### Work to complete
Write out every line of the material as it stands, apart from the pictures.

::::::::

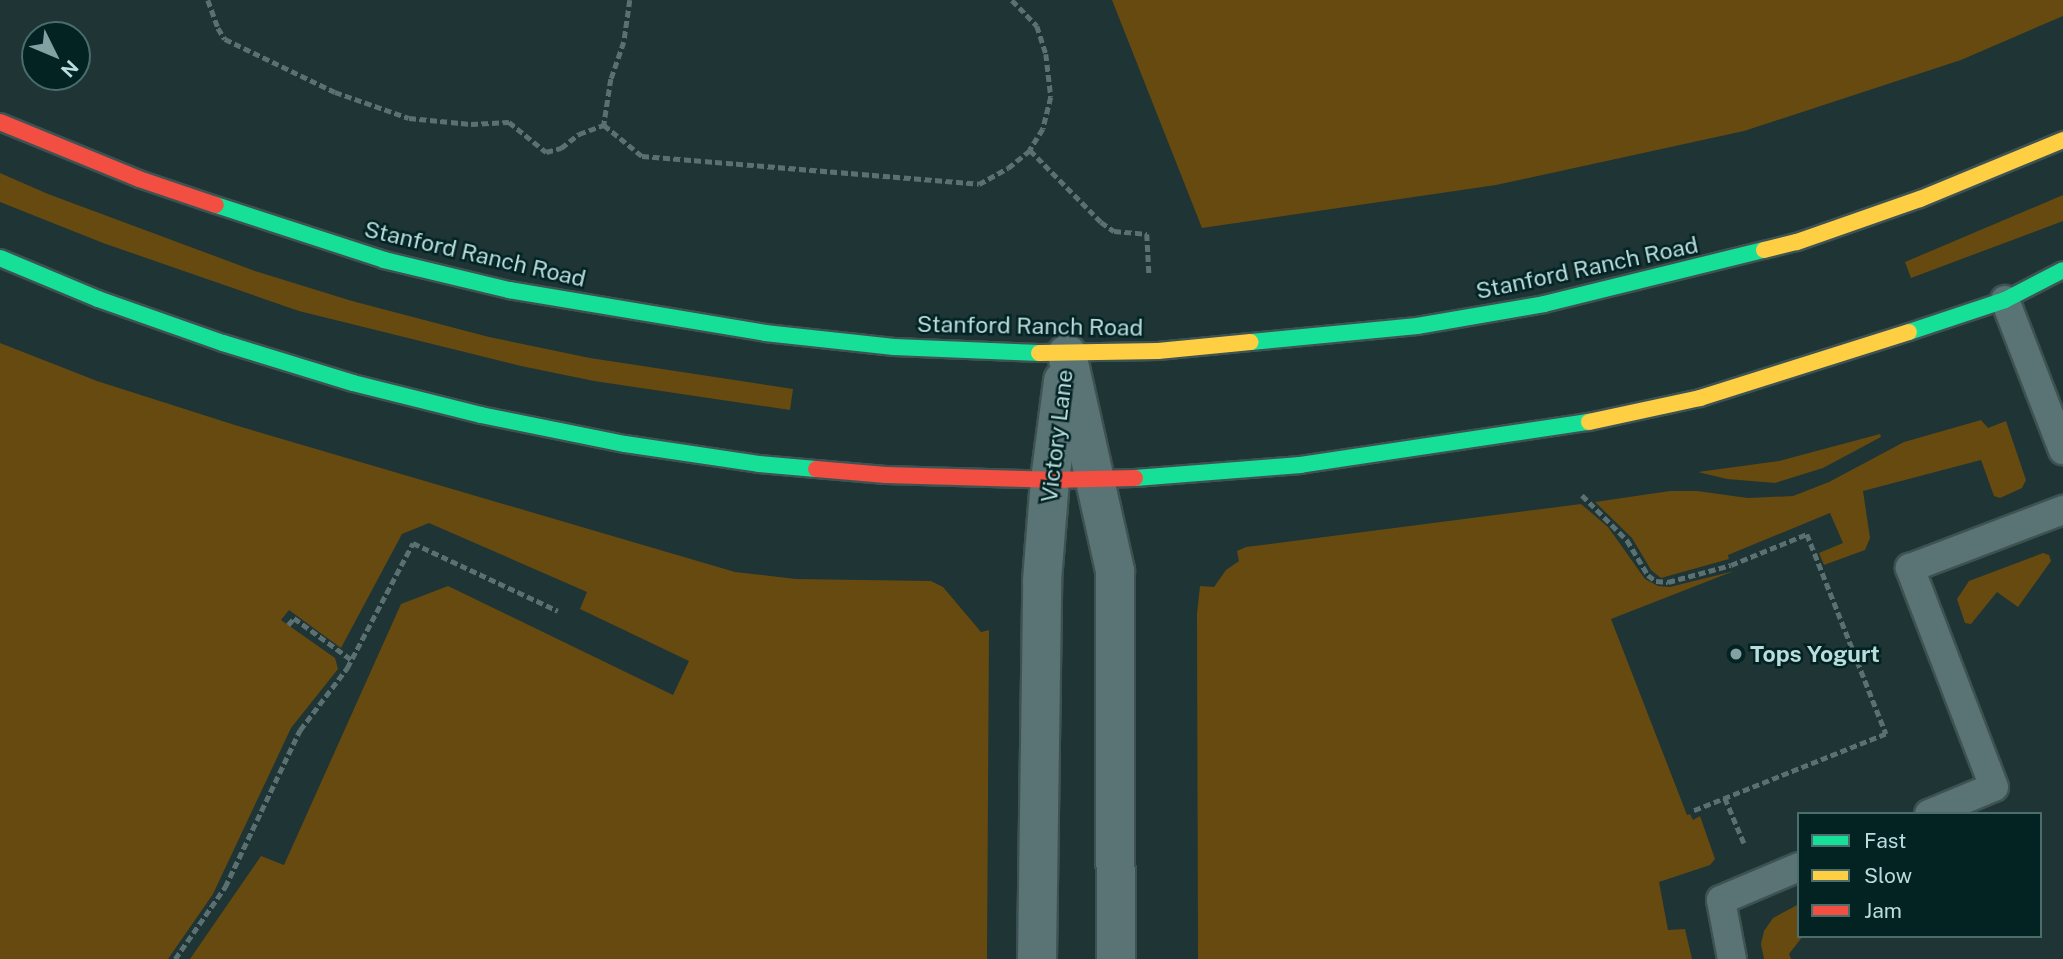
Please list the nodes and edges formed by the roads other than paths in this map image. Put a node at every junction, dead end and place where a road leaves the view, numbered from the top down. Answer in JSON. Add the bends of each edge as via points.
{"nodes":[{"id":1,"x":0,"y":122,"type":"edge"},
{"id":2,"x":2063,"y":140,"type":"edge"},
{"id":3,"x":0,"y":258,"type":"edge"},
{"id":4,"x":2063,"y":270,"type":"edge"},
{"id":5,"x":2005,"y":300,"type":"junction"},
{"id":6,"x":1067,"y":354,"type":"junction"},
{"id":7,"x":2063,"y":450,"type":"edge"},
{"id":8,"x":1094,"y":479,"type":"junction"},
{"id":9,"x":1049,"y":480,"type":"junction"},
{"id":10,"x":2063,"y":510,"type":"edge"},
{"id":11,"x":1934,"y":812,"type":"edge"},
{"id":12,"x":1797,"y":868,"type":"edge"},
{"id":13,"x":1037,"y":959,"type":"edge"},
{"id":14,"x":1116,"y":959,"type":"edge"},
{"id":15,"x":1732,"y":959,"type":"edge"}],
"edges":[{"from":1,"to":6,"type":"main road","name":"Stanford Ranch Road","via":[[139,179],[259,220],[384,260],[509,290],[765,333],[894,347]]},
{"from":2,"to":6,"type":"main road","name":"Stanford Ranch Road","via":[[1920,199],[1797,242],[1544,304],[1417,326],[1158,351]]},
{"from":3,"to":9,"type":"main road","via":[[223,343],[353,383],[481,415],[625,444],[759,464],[886,475]]},
{"from":4,"to":5,"type":"main road"},
{"from":5,"to":7,"type":"lane"},
{"from":5,"to":8,"type":"main road","via":[[1700,398],[1567,428],[1300,465]]},
{"from":6,"to":8,"type":"street","name":"Victory Lane"},
{"from":6,"to":9,"type":"street","name":"Victory Lane"},
{"from":8,"to":9,"type":"main road"},
{"from":8,"to":14,"type":"street","name":"Victory Lane","via":[[1115,571]]},
{"from":9,"to":13,"type":"street","name":"Victory Lane","via":[[1042,582]]},
{"from":10,"to":11,"type":"lane","via":[[1910,568],[1994,787]]},
{"from":12,"to":15,"type":"lane","via":[[1721,900]]}]}
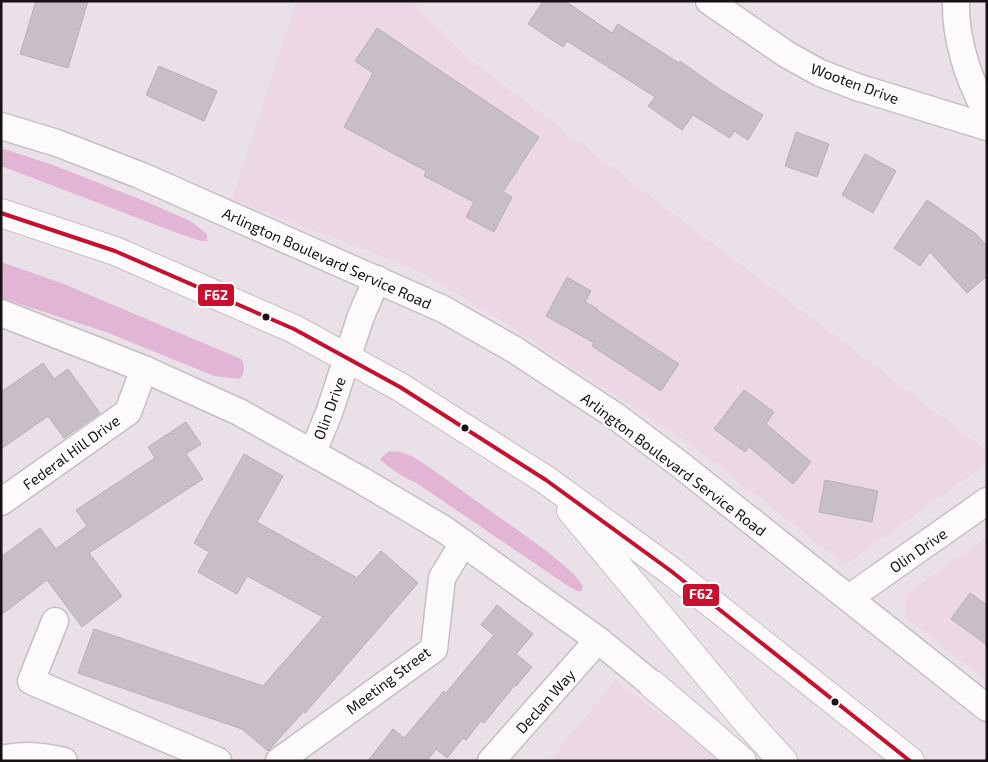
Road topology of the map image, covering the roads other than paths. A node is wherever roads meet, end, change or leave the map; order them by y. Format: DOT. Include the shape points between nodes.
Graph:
graph roads {
  1 [pos="709,1"];
  2 [pos="956,1"];
  3 [pos="987,114"];
  4 [pos="1,126"];
  5 [pos="987,127"];
  6 [pos="1,213"];
  7 [pos="377,279"];
  8 [pos="1,313"];
  9 [pos="347,358"];
  10 [pos="144,369"];
  11 [pos="313,452"];
  12 [pos="546,480"];
  13 [pos="987,501"];
  14 [pos="1,502"];
  15 [pos="463,543"];
  16 [pos="849,598"];
  17 [pos="55,621"];
  18 [pos="598,640"];
  19 [pos="653,685"];
  20 [pos="987,708"];
  21 [pos="1,760"];
  22 [pos="64,761"];
  23 [pos="218,761"];
  24 [pos="279,761"];
  25 [pos="491,761"];
  26 [pos="742,761"];
  27 [pos="783,761"];
  28 [pos="910,761"];
  1 -- 5 [label="street, Wooten Drive" via="786,54 820,72 857,87"];
  2 -- 3 [label="street" via="961,46 971,80"];
  4 -- 7 [label="street, Arlington Boulevard Service Road" via="57,143 142,176"];
  6 -- 9 [label="main road" via="115,251 294,329"];
  7 -- 9 [label="street, Olin Drive"];
  7 -- 16 [label="street, Arlington Boulevard Service Road" via="443,309 507,345 614,415"];
  8 -- 10 [label="street"];
  9 -- 11 [label="street, Olin Drive"];
  9 -- 12 [label="main road" via="400,387"];
  10 -- 11 [label="street" via="239,412"];
  10 -- 14 [label="street, Federal Hill Drive" via="128,412"];
  11 -- 15 [label="street"];
  12 -- 27 [label="main road"];
  12 -- 28 [label="main road" via="671,571"];
  13 -- 16 [label="street, Olin Drive"];
  15 -- 18 [label="street"];
  15 -- 24 [label="street, Meeting Street" via="442,578 434,649"];
  16 -- 20 [label="street, Arlington Boulevard Service Road"];
  17 -- 23 [label="street" via="32,681"];
  18 -- 19 [label="street"];
  18 -- 25 [label="street, Declan Way"];
  19 -- 26 [label="main road"];
  21 -- 22 [label="street" via="40,756"];
}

::::::::

### Task solution
Please list the nodes and edges formed by the roads other than paths in this map image. Put a node at every junction, dead end and place where a road leaves the view, numbered from the top down. Answer in JSON. Add the bends of each edge as via points.
{"nodes":[{"id":1,"x":0,"y":122,"type":"edge"},
{"id":2,"x":2063,"y":140,"type":"edge"},
{"id":3,"x":0,"y":258,"type":"edge"},
{"id":4,"x":2063,"y":270,"type":"edge"},
{"id":5,"x":2005,"y":300,"type":"junction"},
{"id":6,"x":1067,"y":354,"type":"junction"},
{"id":7,"x":2063,"y":450,"type":"edge"},
{"id":8,"x":1094,"y":479,"type":"junction"},
{"id":9,"x":1049,"y":480,"type":"junction"},
{"id":10,"x":2063,"y":510,"type":"edge"},
{"id":11,"x":1934,"y":812,"type":"edge"},
{"id":12,"x":1797,"y":868,"type":"edge"},
{"id":13,"x":1037,"y":959,"type":"edge"},
{"id":14,"x":1116,"y":959,"type":"edge"},
{"id":15,"x":1732,"y":959,"type":"edge"}],
"edges":[{"from":1,"to":6,"type":"main road","name":"Stanford Ranch Road","via":[[139,179],[259,220],[384,260],[509,290],[765,333],[894,347]]},
{"from":2,"to":6,"type":"main road","name":"Stanford Ranch Road","via":[[1920,199],[1797,242],[1544,304],[1417,326],[1158,351]]},
{"from":3,"to":9,"type":"main road","via":[[223,343],[353,383],[481,415],[625,444],[759,464],[886,475]]},
{"from":4,"to":5,"type":"main road"},
{"from":5,"to":7,"type":"lane"},
{"from":5,"to":8,"type":"main road","via":[[1700,398],[1567,428],[1300,465]]},
{"from":6,"to":8,"type":"street","name":"Victory Lane"},
{"from":6,"to":9,"type":"street","name":"Victory Lane"},
{"from":8,"to":9,"type":"main road"},
{"from":8,"to":14,"type":"street","name":"Victory Lane","via":[[1115,571]]},
{"from":9,"to":13,"type":"street","name":"Victory Lane","via":[[1042,582]]},
{"from":10,"to":11,"type":"lane","via":[[1910,568],[1994,787]]},
{"from":12,"to":15,"type":"lane","via":[[1721,900]]}]}
Road topology of the map image, covering the roads other than paths. A node is wherever roads meet, end, change or leave the map; order them by y. Format: DOT. Include the shape points between nodes.
Graph:
graph roads {
  1 [pos="709,1"];
  2 [pos="956,1"];
  3 [pos="987,114"];
  4 [pos="1,126"];
  5 [pos="987,127"];
  6 [pos="1,213"];
  7 [pos="377,279"];
  8 [pos="1,313"];
  9 [pos="347,358"];
  10 [pos="144,369"];
  11 [pos="313,452"];
  12 [pos="546,480"];
  13 [pos="987,501"];
  14 [pos="1,502"];
  15 [pos="463,543"];
  16 [pos="849,598"];
  17 [pos="55,621"];
  18 [pos="598,640"];
  19 [pos="653,685"];
  20 [pos="987,708"];
  21 [pos="1,760"];
  22 [pos="64,761"];
  23 [pos="218,761"];
  24 [pos="279,761"];
  25 [pos="491,761"];
  26 [pos="742,761"];
  27 [pos="783,761"];
  28 [pos="910,761"];
  1 -- 5 [label="street, Wooten Drive" via="786,54 820,72 857,87"];
  2 -- 3 [label="street" via="961,46 971,80"];
  4 -- 7 [label="street, Arlington Boulevard Service Road" via="57,143 142,176"];
  6 -- 9 [label="main road" via="115,251 294,329"];
  7 -- 9 [label="street, Olin Drive"];
  7 -- 16 [label="street, Arlington Boulevard Service Road" via="443,309 507,345 614,415"];
  8 -- 10 [label="street"];
  9 -- 11 [label="street, Olin Drive"];
  9 -- 12 [label="main road" via="400,387"];
  10 -- 11 [label="street" via="239,412"];
  10 -- 14 [label="street, Federal Hill Drive" via="128,412"];
  11 -- 15 [label="street"];
  12 -- 27 [label="main road"];
  12 -- 28 [label="main road" via="671,571"];
  13 -- 16 [label="street, Olin Drive"];
  15 -- 18 [label="street"];
  15 -- 24 [label="street, Meeting Street" via="442,578 434,649"];
  16 -- 20 [label="street, Arlington Boulevard Service Road"];
  17 -- 23 [label="street" via="32,681"];
  18 -- 19 [label="street"];
  18 -- 25 [label="street, Declan Way"];
  19 -- 26 [label="main road"];
  21 -- 22 [label="street" via="40,756"];
}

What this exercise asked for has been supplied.